Although we have three equations in four unknowns, there are not an infinite number of solutions because the unknowns can only have values 0, 1, or 2. The easiest way to solve the problem is to consider three cases separately.

The first case is when x = 0. Then solving the equations gives the solution g = p = r = 1. This means there is 1 green, 1 purple, and 1 red grundo, for a total of 3 grundos. This is the NeoPets answer.

The second case is when x = 1. Then solving the equations gives the solution g = p = r = 1/2. This solution is not valid, because half of a grundo would be dead, and not be able to chase Senator Barca.

The third case is when x = 2. Then solving the equations gives the solution g = p = r = 0. This means there are 2 grundos, neither of which are green, purple, or red. (For example, we could have two blue grundos, or we could have one blue and one yellow.) This is the answer that NeoPets missed.

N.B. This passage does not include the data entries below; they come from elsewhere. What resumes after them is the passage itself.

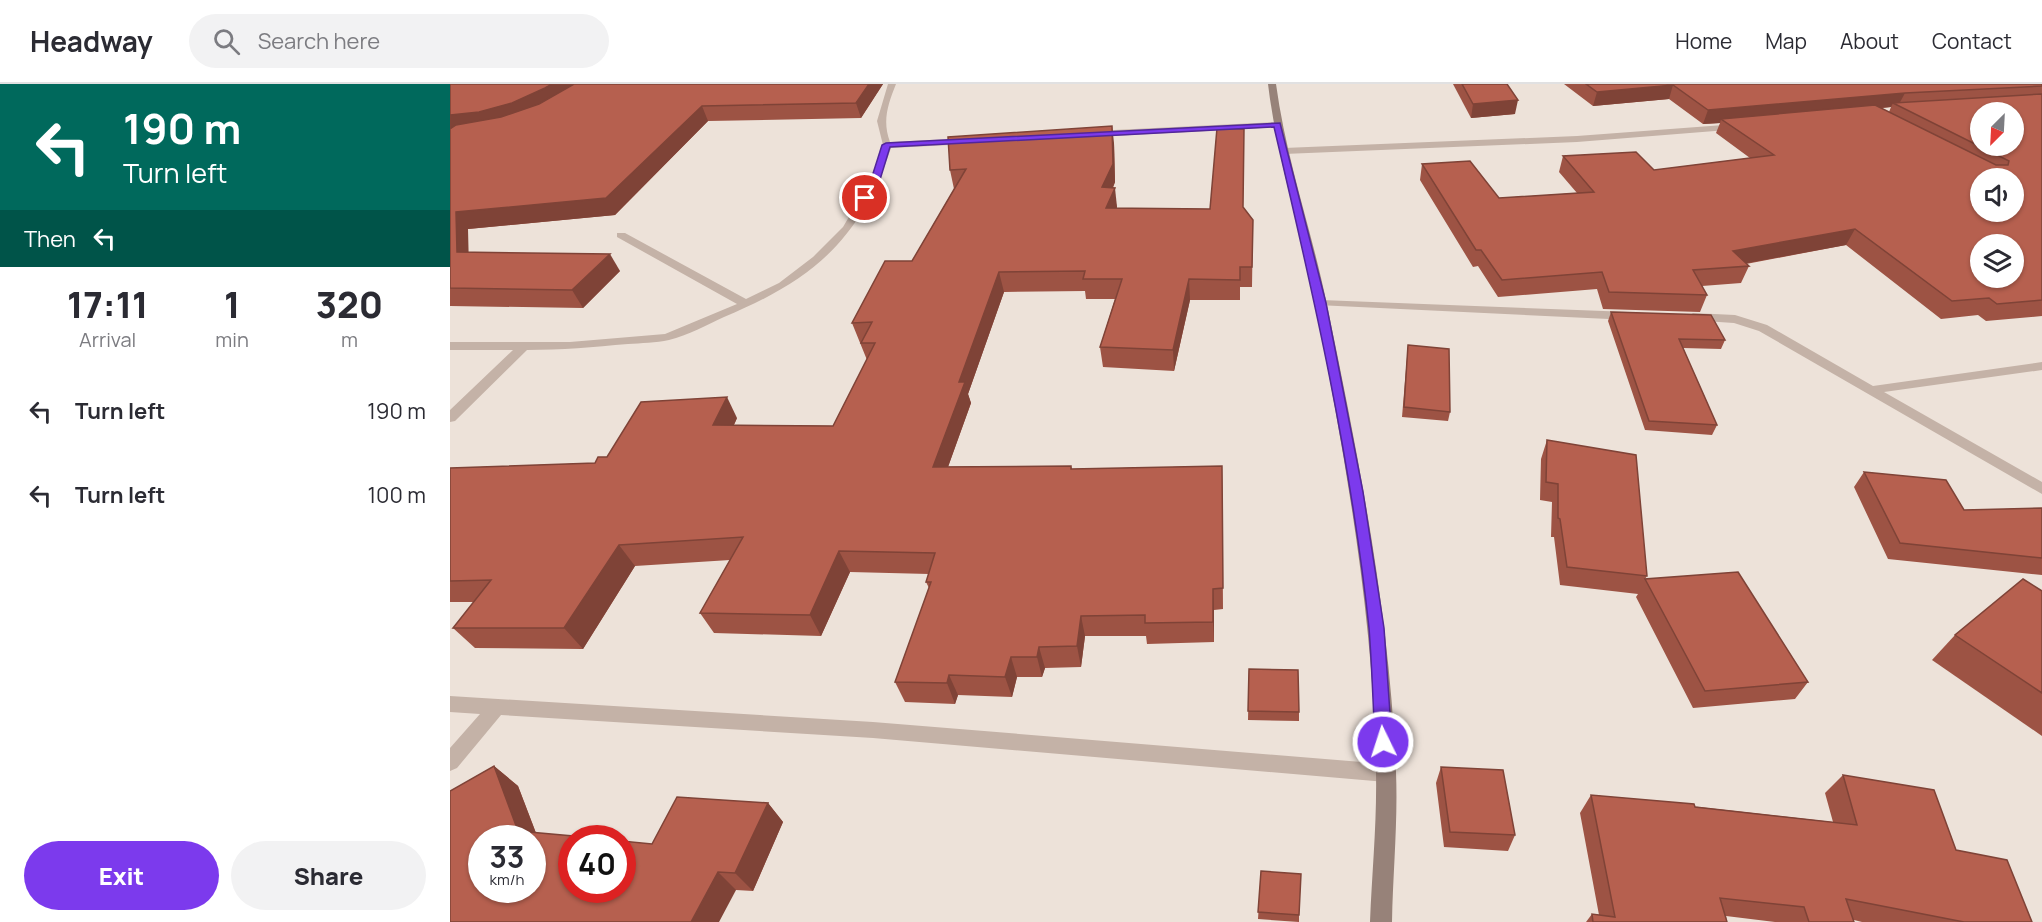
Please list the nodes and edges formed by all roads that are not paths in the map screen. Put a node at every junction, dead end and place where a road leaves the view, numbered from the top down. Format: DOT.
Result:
graph roads {
  1 [pos="892,84"];
  2 [pos="1272,84"];
  3 [pos="1277,125"];
  4 [pos="1751,126"];
  5 [pos="1088,135"];
  6 [pos="981,140"];
  7 [pos="886,145"];
  8 [pos="1284,151"];
  9 [pos="621,235"];
  10 [pos="1321,303"];
  11 [pos="746,304"];
  12 [pos="1642,316"];
  13 [pos="1677,316"];
  14 [pos="450,346"];
  15 [pos="523,347"];
  16 [pos="2042,366"];
  17 [pos="1871,390"];
  18 [pos="450,418"];
  19 [pos="2042,489"];
  20 [pos="450,704"];
  21 [pos="497,707"];
  22 [pos="450,762"];
  23 [pos="1386,773"];
  24 [pos="1381,922"];
  1 -- 7 [label="street"];
  2 -- 3 [label="street"];
  3 -- 5 [label="street"];
  3 -- 8 [label="street"];
  4 -- 8 [label="street"];
  6 -- 7 [label="street"];
  7 -- 11 [label="street"];
  8 -- 10 [label="street"];
  9 -- 11 [label="street"];
  10 -- 12 [label="street"];
  10 -- 23 [label="street"];
  11 -- 15 [label="street"];
  13 -- 17 [label="street"];
  14 -- 15 [label="street"];
  15 -- 18 [label="street"];
  16 -- 17 [label="street"];
  17 -- 19 [label="street"];
  20 -- 21 [label="street"];
  21 -- 22 [label="street"];
  21 -- 23 [label="street"];
  23 -- 24 [label="street"];
}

Round 17. Answer: SPORKLE LEG

No discussion necessary.

Round 18. Answer: 21184 NP

This question just requires us to perform a series of calculations beginning with 5000 NP. (There is one confusing part, which is whether or not the Wheel of Excitement costs 100 NP to play before Heermeedjet gets the 20% increase. Only by working backwards from the official NeoPets answer was I able to deduce that the wheel in this question does not cost any money to play.) The first two calculations are:

5000 + (20% * 5000) = 6000,
6000 - (20% * 6000) = 4800.
Now we must add the interest for 10 days. 1% interest rounded down is just the bank balance without its last two digits. The balance changes as follows: 4800 -> 4848 -> 4896 -> 4944 -> 4993 -> 5042 -> 5092 -> 5142 -> 5193 -> 5244 -> 5296. Finally, the win in the Poogle Race pays the "odds" times the amount wagered:
5296 + (3:1) * 5296 = 21184.
So Heermeedjet ends up with 21184 NP.

Extra. Incidentally, if you subtracted the 100 NP cost of playing the Wheel of Excitement before performing the rest of the calculations, your answer would be 20760 NP. Personally, I feel this answer should have been accepted as well, but I'm not the one to make that call!

Round 19. Answer: SPACE USUKI

No discussion necessary.

Round 20. Answer: 28 red coins

This one is best done by writing and solving equations. Let r, g, p, and s denote the equivalent values in NP of the red, green, purple, and silver coins, respectively. Then the following equations can be written from the information in the question:

3r + 2 = g,
3g + 5 = p,
11r + 1 = p,
s = 4p.
If you understand how the equations come about, then you probably also know how to solve them, so I'm going to save space by omitting the process of solving the equations. The solution is r = 5, g = 17, p = 56, s = 224. If one pays for an 84 NP loaf of bread using a silver coin, then one can expect 224 - 84 = 140 NP worth of change. If the shopkeeper gives change all in red coins, then the change will consist of (140 NP) / (5 NP per red coin) = 28 red coins.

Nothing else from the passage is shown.